[Dataset entries]
- Opening Delimiter -

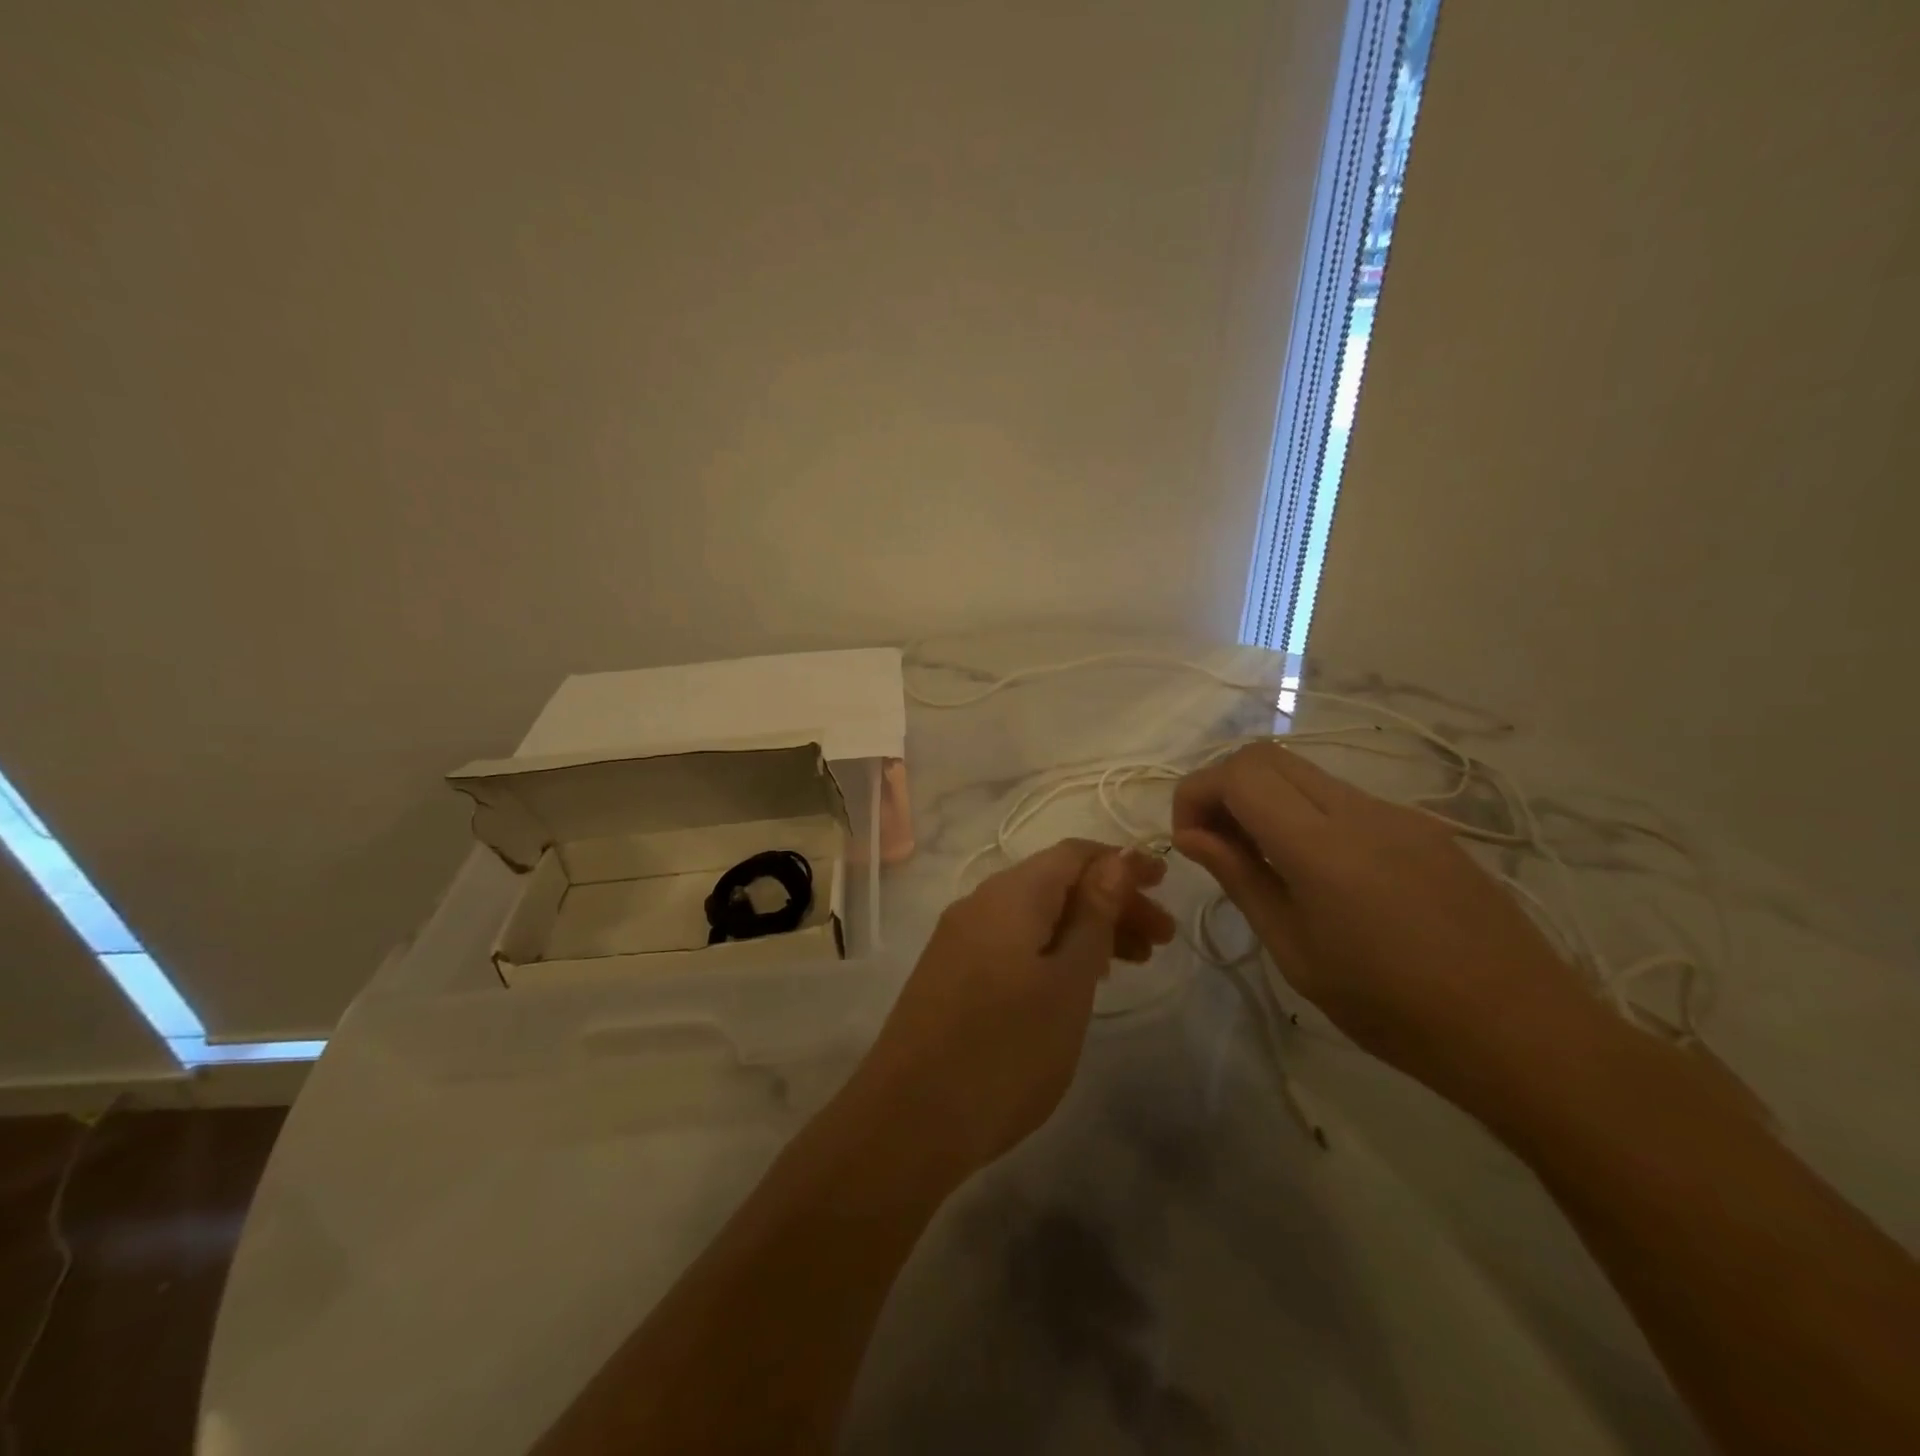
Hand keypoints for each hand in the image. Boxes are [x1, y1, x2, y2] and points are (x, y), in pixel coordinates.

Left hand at [855, 840, 1173, 1176]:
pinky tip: (1075, 982)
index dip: (1121, 862)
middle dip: (1111, 902)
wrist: (908, 1121)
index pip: (1073, 854)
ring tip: (1131, 963)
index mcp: (1009, 894)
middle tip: (1161, 940)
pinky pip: (1013, 943)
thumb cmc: (1005, 1050)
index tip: (1166, 884)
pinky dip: (1053, 951)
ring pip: (1035, 916)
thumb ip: (1093, 916)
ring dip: (1085, 929)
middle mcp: (979, 904)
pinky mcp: (951, 974)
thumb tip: (1115, 860)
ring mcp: (959, 940)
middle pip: (1055, 884)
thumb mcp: (1067, 983)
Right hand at [1173, 743, 1597, 1102]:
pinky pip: (1345, 798)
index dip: (1196, 792)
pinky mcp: (1424, 827)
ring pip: (1306, 773)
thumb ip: (1241, 880)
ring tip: (1263, 862)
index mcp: (1322, 846)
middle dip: (1224, 786)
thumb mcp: (1296, 952)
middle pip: (1267, 756)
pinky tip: (1321, 874)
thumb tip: (1192, 836)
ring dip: (1265, 799)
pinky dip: (1306, 814)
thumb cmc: (1393, 1009)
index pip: (1238, 774)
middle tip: (1216, 843)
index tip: (1187, 839)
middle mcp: (1359, 809)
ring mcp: (1398, 813)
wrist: (1525, 1033)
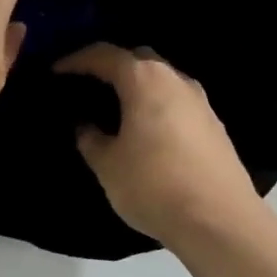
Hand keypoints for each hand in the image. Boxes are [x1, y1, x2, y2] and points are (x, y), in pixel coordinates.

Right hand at [54, 43, 262, 246]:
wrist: (220, 222)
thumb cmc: (154, 185)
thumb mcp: (108, 165)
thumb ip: (91, 139)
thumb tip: (86, 126)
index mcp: (145, 80)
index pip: (105, 55)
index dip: (77, 60)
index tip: (56, 71)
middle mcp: (176, 80)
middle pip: (139, 59)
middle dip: (112, 67)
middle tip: (89, 85)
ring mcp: (201, 102)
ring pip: (162, 80)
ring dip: (138, 88)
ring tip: (116, 109)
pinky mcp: (215, 126)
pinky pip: (177, 103)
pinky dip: (156, 106)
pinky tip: (146, 131)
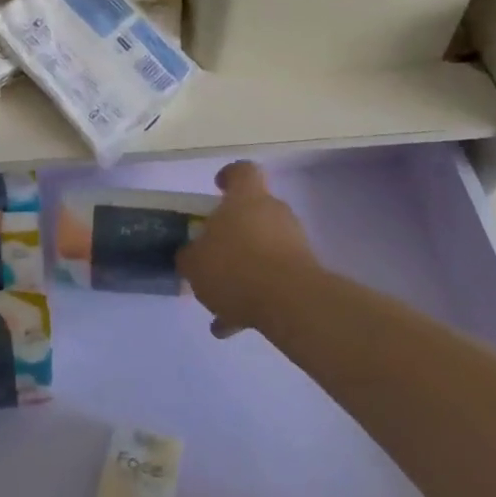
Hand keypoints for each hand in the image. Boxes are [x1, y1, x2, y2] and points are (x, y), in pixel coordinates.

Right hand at [177, 161, 317, 337]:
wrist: (291, 303)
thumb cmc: (235, 267)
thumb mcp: (195, 263)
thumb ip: (189, 256)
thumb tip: (190, 255)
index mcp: (246, 198)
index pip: (242, 171)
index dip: (229, 176)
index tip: (217, 188)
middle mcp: (273, 212)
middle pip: (253, 212)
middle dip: (234, 233)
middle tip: (213, 255)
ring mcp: (294, 242)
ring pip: (263, 249)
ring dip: (244, 270)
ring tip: (221, 303)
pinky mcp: (306, 273)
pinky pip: (275, 280)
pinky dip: (257, 297)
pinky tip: (237, 325)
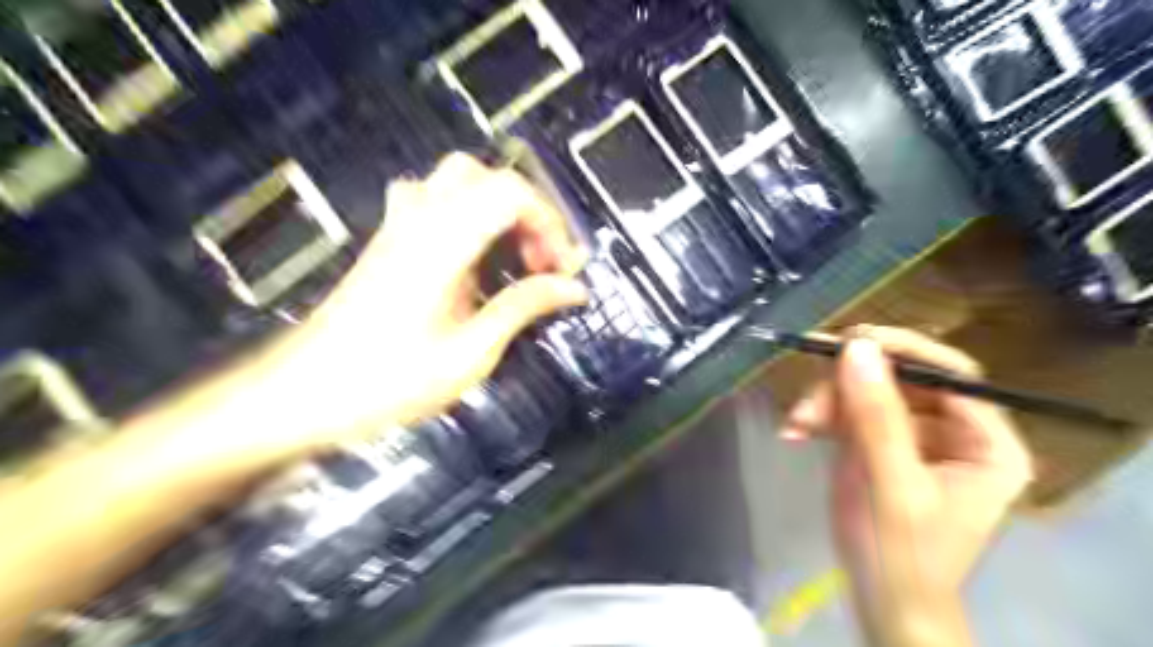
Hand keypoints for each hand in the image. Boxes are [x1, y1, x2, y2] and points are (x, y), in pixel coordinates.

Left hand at [276, 155, 587, 451]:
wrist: (301, 395)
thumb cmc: (386, 382)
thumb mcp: (468, 354)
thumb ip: (521, 308)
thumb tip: (572, 287)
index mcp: (441, 243)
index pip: (509, 193)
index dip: (549, 223)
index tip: (563, 269)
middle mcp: (419, 220)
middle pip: (485, 176)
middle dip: (527, 213)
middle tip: (539, 261)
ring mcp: (398, 228)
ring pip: (458, 182)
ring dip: (497, 211)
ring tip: (512, 258)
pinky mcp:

- Closing Delimiter -

→ Directions for this task
Retype, exactly and in full, the lines above from the one containing "wrist: (220, 222)" through the one containing "pinky dip: (156, 106)".

→ Written response
wrist: (220, 222)
thumb cmc: (154, 185)
thumb mcp: (108, 165)
thumb ip: (91, 139)
thumb tip: (86, 126)
index mcp: (145, 80)
index pip: (105, 55)
index dip: (77, 60)
index tip: (56, 71)
middle mcp: (176, 80)
middle pip: (139, 59)
middle dip: (112, 67)
middle tip: (89, 85)
ring mcp: (201, 102)
ring pip: (162, 80)
ring dip: (138, 88)
ring tip: (116, 109)
pinky mcp: (215, 126)
pinky pip: (177, 103)
pinky dip: (156, 106)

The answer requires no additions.